The Jewish population is growing rather slowly due to aging and low birth rates. The population of Canadian Jews increased by just 3.5% between 1991 and 2001, despite much immigration from the former Soviet Union, Israel, and other countries.

Politically, the major Jewish Canadian organizations are the Centre for Israel and Jewish Advocacy (CIJA) and the more conservative B'nai Brith Canada, both claim to be the voice of the Jewish community. The United Jewish People's Order, once the largest Jewish fraternal organization in Canada, is a left-leaning secular group established in 1927 with current chapters in Toronto, Hamilton, Winnipeg and Vancouver. Politically, UJPO opposes the Israeli Occupation and advocates for a two-state solution, but focuses primarily on Jewish cultural, educational and social justice issues. A smaller organization, Independent Jewish Voices (Canada), characterized as anti-Zionist, argues that the CIJA and B'nai B'rith do not speak for most Canadian Jews. Also, many Canadian Jews simply have no connections to any of these organizations.

The birth rate for Jews in Canada is much higher than that in the United States, with a TFR of 1.91 according to the 2001 Census. This is due to the presence of large numbers of Orthodox Jews in Canada. According to the census, the Jewish birth rate and TFR is higher than that of Christian (1.35), Buddhist (1.34), Non-Religious (1.41), and Sikh (1.9) populations, but slightly lower than that of Hindus (2.05), and Muslims (2.01).

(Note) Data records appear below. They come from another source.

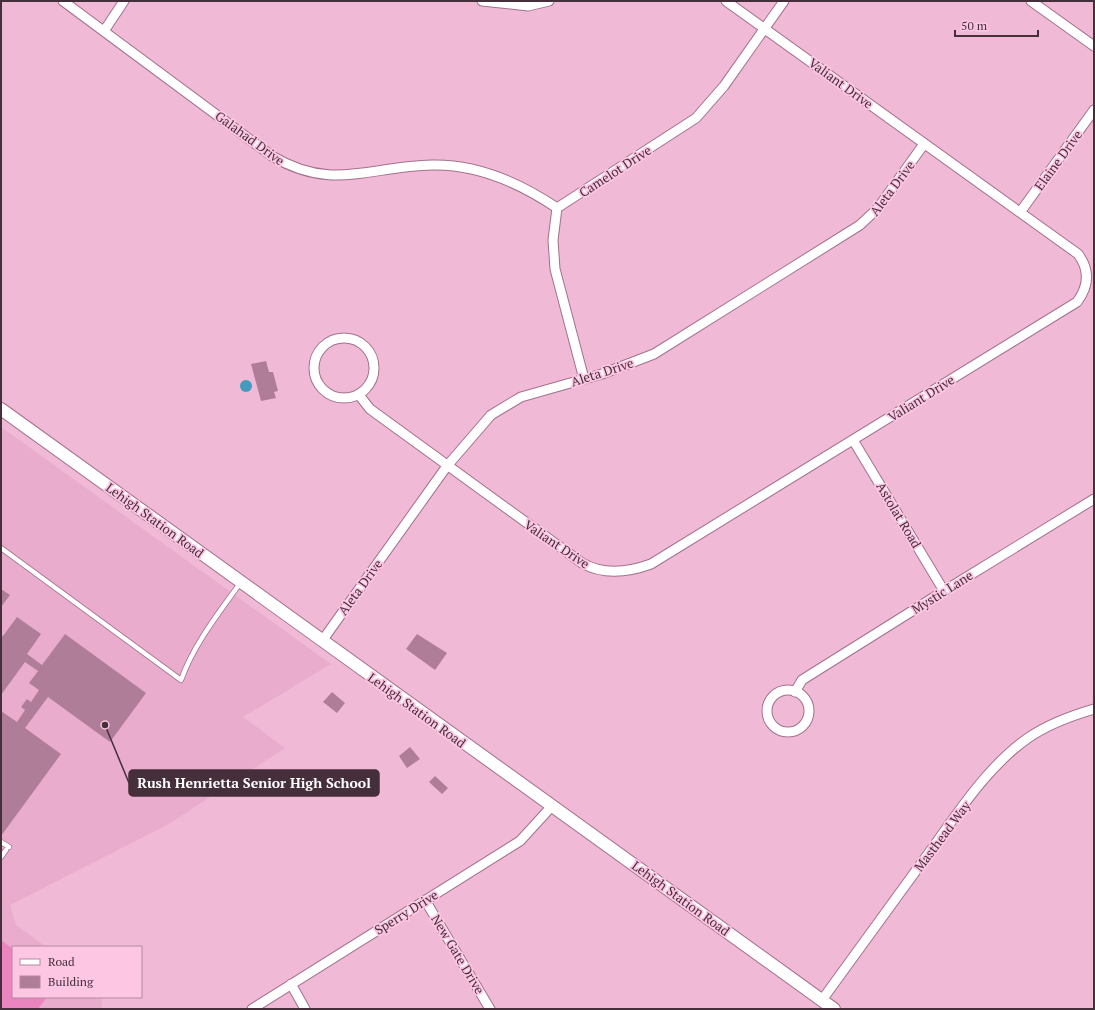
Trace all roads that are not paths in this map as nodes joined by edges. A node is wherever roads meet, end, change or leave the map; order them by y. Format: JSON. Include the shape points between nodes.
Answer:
{"nodes":[{"id":1,"x":63,"y":1,"type":"edge"},
{"id":2,"x":124,"y":1,"type":"edge"},
{"id":3,"x":482,"y":1,"type":"edge"},
{"id":4,"x":549,"y":1,"type":"edge"},
{"id":5,"x":726,"y":1,"type":"edge"},
{"id":6,"x":784,"y":1,"type":"edge"},
{"id":7,"x":1031,"y":1,"type":"edge"},
{"id":8,"x":765,"y":28,"type":"junction"},
{"id":9,"x":104,"y":31,"type":"junction"},
{"id":10,"x":1094,"y":46,"type":"edge"},
{"id":11,"x":1094,"y":110,"type":"edge"},
{"id":12,"x":924,"y":144,"type":"junction"},
{"id":13,"x":557,"y":208,"type":"junction"},
{"id":14,"x":1021,"y":211,"type":"junction"},
{"id":15,"x":584,"y":378,"type":"junction"},
{"id":16,"x":359,"y":395,"type":"junction"},
{"id":17,"x":1,"y":409,"type":"edge"},
{"id":18,"x":853,"y":440,"type":"junction"},
{"id":19,"x":447,"y":466,"type":"junction"},
{"id":20,"x":1094,"y":499,"type":"edge"},
{"id":21,"x":1,"y":548,"type":"edge"},
{"id":22,"x":241,"y":582,"type":"junction"},
{"id":23,"x":944,"y":590,"type":"junction"},
{"id":24,"x":322,"y":641,"type":"junction"},
{"id":25,"x":795,"y":692,"type":"junction"},
{"id":26,"x":1094,"y":709,"type":"edge"},
{"id":27,"x":552,"y":806,"type":"junction"},
{"id":28,"x":1,"y":842,"type":"edge"},
{"id":29,"x":1,"y":857,"type":"edge"},
{"id":30,"x":425,"y":900,"type":"junction"},
{"id":31,"x":291,"y":984,"type":"junction"},
{"id":32,"x":822,"y":1000,"type":"junction"},
{"id":33,"x":252,"y":1009,"type":"edge"},
{"id":34,"x":305,"y":1009,"type":"edge"},
{"id":35,"x":490,"y":1009,"type":"edge"},
{"id":36,"x":834,"y":1009,"type":"edge"}],
"edges":[{"from":1,"to":9,"type":"street","name":"Galahad Drive"},
{"from":2,"to":9,"type":"street"},
{"from":3,"to":4,"type":"street","via":[[528,6]]},
{"from":5,"to":8,"type":"street","name":"Valiant Drive"},
{"from":6,"to":8,"type":"street","name":"Camelot Drive"},
{"from":7,"to":10,"type":"street"},
{"from":8,"to":12,"type":"street","name":"Valiant Drive"},
{"from":8,"to":13,"type":"street","name":"Camelot Drive","via":[[724,86],[696,118]]},
{"from":9,"to":13,"type":"street","name":"Galahad Drive","via":[[288,166],[304,172],[336,176],[433,165],[458,167],[486,172],[511,182]]},
{"from":11,"to":14,"type":"street","name":"Elaine Drive"},
{"from":12,"to":14,"type":"street","name":"Valiant Drive"},
{"from":12,"to":15,"type":"street","name":"Aleta Drive","via":[[878,208],[860,225],[654,354],[620,368]]},
{"from":13,"to":15,"type":"street","via":[[553,240],[555,269]]},
{"from":14,"to":18,"type":"street","name":"Valiant Drive","via":[[1078,254],[1086,269],[1084,293],[1076,302]]},
{"from":15,"to":19,"type":"street","name":"Aleta Drive","via":[[521,397],[491,414]]},
{"from":16,"to":16,"type":"street","via":[[372,381],[374,366],[370,352],[364,345],[350,339],[335,339],[319,351],[315,360],[316,380],[330,395],[339,398]]},
{"from":16,"to":19,"type":"street","name":"Valiant Drive","via":[[370,409]]},
{"from":17,"to":22,"type":"main road","name":"Lehigh Station Road"},
{"from":18,"to":19,"type":"street","name":"Valiant Drive","via":[[651,564],[618,571],[589,567],[582,563]]},
{"from":18,"to":23,"type":"street","name":"Astolat Road"},
{"from":19,"to":24,"type":"street","name":"Aleta Drive"},
{"from":20,"to":23,"type":"street","name":"Mystic Lane"},
{"from":21,"to":22,"type":"lane","via":[[181,680],[201,638]]},
{"from":22,"to":24,"type":"main road","name":"Lehigh Station Road"},
{"from":23,"to":25,"type":"street","name":"Mystic Lane","via":[[802,680]]},
{"from":24,"to":27,"type":"main road","name":"Lehigh Station Road"},
{"from":25,"to":25,"type":"street","via":[[807,701],[809,715],[802,728],[782,732],[771,724],[768,705],[771,699],[782,691]]},
{"from":26,"to":32,"type":"street","name":"Masthead Way","via":[[1049,724],[1007,754],[952,821]]},
{"from":27,"to":30,"type":"street","name":"Sperry Drive","via":[[520,841]]},
{"from":27,"to":32,"type":"main road","name":"Lehigh Station Road"},
{"from":28,"to":29,"type":"lane","via":[[8,849]]},
{"from":30,"to":31,"type":"street","name":"Sperry Drive"},
{"from":30,"to":35,"type":"street","name":"New Gate Drive"},
{"from":31,"to":33,"type":"street","name":"Sperry Drive"},
{"from":31,"to":34,"type":"street"},
{"from":32,"to":36,"type":"main road","name":"Lehigh Station Road"}]}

In the 21st century, antisemitism has become a growing concern, with reports of antisemitic incidents increasing sharply in recent years. In 2009, the Canadian Parliamentary Coalition to Combat Antisemitism was established by all four major federal political parties to investigate and combat antisemitism, namely new antisemitism. The League for Human Rights of B'nai B'rith monitors the incidents and prepares an annual audit of these events. There was an increase of the scope of antisemitic incidents in Canada with a number of cases of antisemitic vandalism and spraying Nazi symbols in August 2013 in Winnipeg and in the greater Toronto area.

On February 26, 2014, and for the first time in Canadian history, B'nai Brith Canada led an official delegation of Sephardi community leaders, activists, philanthropists and spiritual leaders from across the country visiting Parliament Hill and meeting with the prime minister, ambassadors and other dignitaries.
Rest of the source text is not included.